Draft copy, comments will be appreciated.
Introduction
Few can point to a more bizarre after-death story than Tom Paine’s. Like most good stories, it is hardly diminished by its re-telling. After the fame he enjoyed during the American and French revolutions faded, Paine died and was buried in a simple grave in New Rochelle, New York. He did not, however, rest in peace. William Cobbett secretly disinterred the remains and transported them back to England. Cobbett wanted to commemorate Paine’s final resting place with a fitting monument to his political importance. But, as is the case with many efforts to celebrate and promote radical ideas, the project ran short of money. The monument was never built and what became of Paine’s remains has been reduced to speculation.
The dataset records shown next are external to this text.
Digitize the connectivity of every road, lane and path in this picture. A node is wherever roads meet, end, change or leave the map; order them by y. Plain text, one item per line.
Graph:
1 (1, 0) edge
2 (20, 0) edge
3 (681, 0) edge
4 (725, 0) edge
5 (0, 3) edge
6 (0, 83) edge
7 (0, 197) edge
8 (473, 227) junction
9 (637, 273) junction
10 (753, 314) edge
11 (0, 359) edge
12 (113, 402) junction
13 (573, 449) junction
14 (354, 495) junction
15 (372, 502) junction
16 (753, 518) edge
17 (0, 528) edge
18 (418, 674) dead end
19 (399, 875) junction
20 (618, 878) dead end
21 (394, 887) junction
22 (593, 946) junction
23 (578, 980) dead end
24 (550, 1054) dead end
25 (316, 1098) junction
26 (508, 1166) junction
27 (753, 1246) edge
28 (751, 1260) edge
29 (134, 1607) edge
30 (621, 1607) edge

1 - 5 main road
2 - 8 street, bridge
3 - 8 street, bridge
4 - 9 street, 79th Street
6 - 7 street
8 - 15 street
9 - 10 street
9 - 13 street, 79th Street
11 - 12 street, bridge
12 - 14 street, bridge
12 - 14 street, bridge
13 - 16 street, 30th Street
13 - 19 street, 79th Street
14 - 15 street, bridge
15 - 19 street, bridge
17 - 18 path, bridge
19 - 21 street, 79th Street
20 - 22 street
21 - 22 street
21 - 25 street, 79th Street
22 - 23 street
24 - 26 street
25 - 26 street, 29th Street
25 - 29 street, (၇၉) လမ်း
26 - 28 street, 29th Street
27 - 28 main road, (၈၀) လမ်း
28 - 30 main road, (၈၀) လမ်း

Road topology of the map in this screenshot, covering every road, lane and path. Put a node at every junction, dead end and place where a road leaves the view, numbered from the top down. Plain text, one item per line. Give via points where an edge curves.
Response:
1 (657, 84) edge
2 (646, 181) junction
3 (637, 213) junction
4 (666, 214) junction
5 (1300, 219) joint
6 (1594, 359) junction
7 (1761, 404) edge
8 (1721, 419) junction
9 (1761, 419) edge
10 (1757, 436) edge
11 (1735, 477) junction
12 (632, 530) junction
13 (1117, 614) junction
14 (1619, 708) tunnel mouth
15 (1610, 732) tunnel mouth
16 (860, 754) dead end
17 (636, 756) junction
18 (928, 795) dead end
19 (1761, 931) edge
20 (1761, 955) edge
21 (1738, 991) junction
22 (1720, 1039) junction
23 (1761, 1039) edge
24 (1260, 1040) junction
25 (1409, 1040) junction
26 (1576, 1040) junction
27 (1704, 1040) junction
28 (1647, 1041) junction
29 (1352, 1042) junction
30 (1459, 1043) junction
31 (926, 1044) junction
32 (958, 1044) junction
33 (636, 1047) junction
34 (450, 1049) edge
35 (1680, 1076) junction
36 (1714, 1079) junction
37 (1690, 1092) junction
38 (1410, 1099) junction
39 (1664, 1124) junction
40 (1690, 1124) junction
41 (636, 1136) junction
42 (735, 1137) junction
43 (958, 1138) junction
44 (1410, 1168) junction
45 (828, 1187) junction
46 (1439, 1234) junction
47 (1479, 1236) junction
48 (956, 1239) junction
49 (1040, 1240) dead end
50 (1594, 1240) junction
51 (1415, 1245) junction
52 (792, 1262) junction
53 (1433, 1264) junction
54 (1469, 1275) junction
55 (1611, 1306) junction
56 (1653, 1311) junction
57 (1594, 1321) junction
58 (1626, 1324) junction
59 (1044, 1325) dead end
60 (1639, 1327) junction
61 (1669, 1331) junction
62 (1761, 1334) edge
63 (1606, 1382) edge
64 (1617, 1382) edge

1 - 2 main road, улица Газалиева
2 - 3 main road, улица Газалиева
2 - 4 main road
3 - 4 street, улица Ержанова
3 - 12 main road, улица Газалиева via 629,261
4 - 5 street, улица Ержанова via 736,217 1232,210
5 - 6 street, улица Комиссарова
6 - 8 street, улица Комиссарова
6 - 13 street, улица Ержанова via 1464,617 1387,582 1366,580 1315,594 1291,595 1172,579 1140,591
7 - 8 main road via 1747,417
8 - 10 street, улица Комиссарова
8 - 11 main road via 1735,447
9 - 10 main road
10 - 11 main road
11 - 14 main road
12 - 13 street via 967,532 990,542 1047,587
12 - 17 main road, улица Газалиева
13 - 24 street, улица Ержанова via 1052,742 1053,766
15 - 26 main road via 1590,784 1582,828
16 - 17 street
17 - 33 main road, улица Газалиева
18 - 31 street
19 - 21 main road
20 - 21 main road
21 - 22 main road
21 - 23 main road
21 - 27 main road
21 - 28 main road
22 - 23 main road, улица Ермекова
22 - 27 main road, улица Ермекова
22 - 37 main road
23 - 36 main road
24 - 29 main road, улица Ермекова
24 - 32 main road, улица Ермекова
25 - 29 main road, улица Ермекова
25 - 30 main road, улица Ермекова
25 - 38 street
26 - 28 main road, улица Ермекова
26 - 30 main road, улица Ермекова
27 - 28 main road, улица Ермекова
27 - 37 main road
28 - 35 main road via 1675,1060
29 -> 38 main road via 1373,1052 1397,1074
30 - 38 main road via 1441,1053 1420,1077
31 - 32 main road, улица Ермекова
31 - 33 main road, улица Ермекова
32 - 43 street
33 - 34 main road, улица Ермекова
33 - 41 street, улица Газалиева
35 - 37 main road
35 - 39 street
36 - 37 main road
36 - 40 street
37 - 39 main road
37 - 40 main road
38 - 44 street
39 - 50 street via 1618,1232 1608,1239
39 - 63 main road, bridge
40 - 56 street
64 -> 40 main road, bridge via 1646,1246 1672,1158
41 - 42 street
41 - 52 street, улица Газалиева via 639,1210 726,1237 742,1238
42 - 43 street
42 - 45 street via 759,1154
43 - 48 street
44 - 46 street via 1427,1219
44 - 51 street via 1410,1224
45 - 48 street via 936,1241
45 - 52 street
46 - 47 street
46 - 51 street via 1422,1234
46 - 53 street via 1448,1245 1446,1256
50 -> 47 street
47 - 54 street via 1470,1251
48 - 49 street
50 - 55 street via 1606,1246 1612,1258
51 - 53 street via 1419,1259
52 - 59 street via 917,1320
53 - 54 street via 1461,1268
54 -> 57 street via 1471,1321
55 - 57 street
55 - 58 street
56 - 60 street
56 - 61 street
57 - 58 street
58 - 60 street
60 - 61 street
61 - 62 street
One account tells of how his bones were refused for sale at auction in 1835, after which a Unitarian clergyman kept Paine’s skull and right hand in his library (Ayer 1988, 182). Another tells of an old woman who played with Tom Paine’s jawbone when she was a child (Fruchtman 1994,435). Two-hundred years after his death, Paine’s words live on, but, like his bones, they are largely scattered and turn up in the most peculiar places. These range from the songs of Bob Dylan to presidential speeches of Ronald Reagan (1).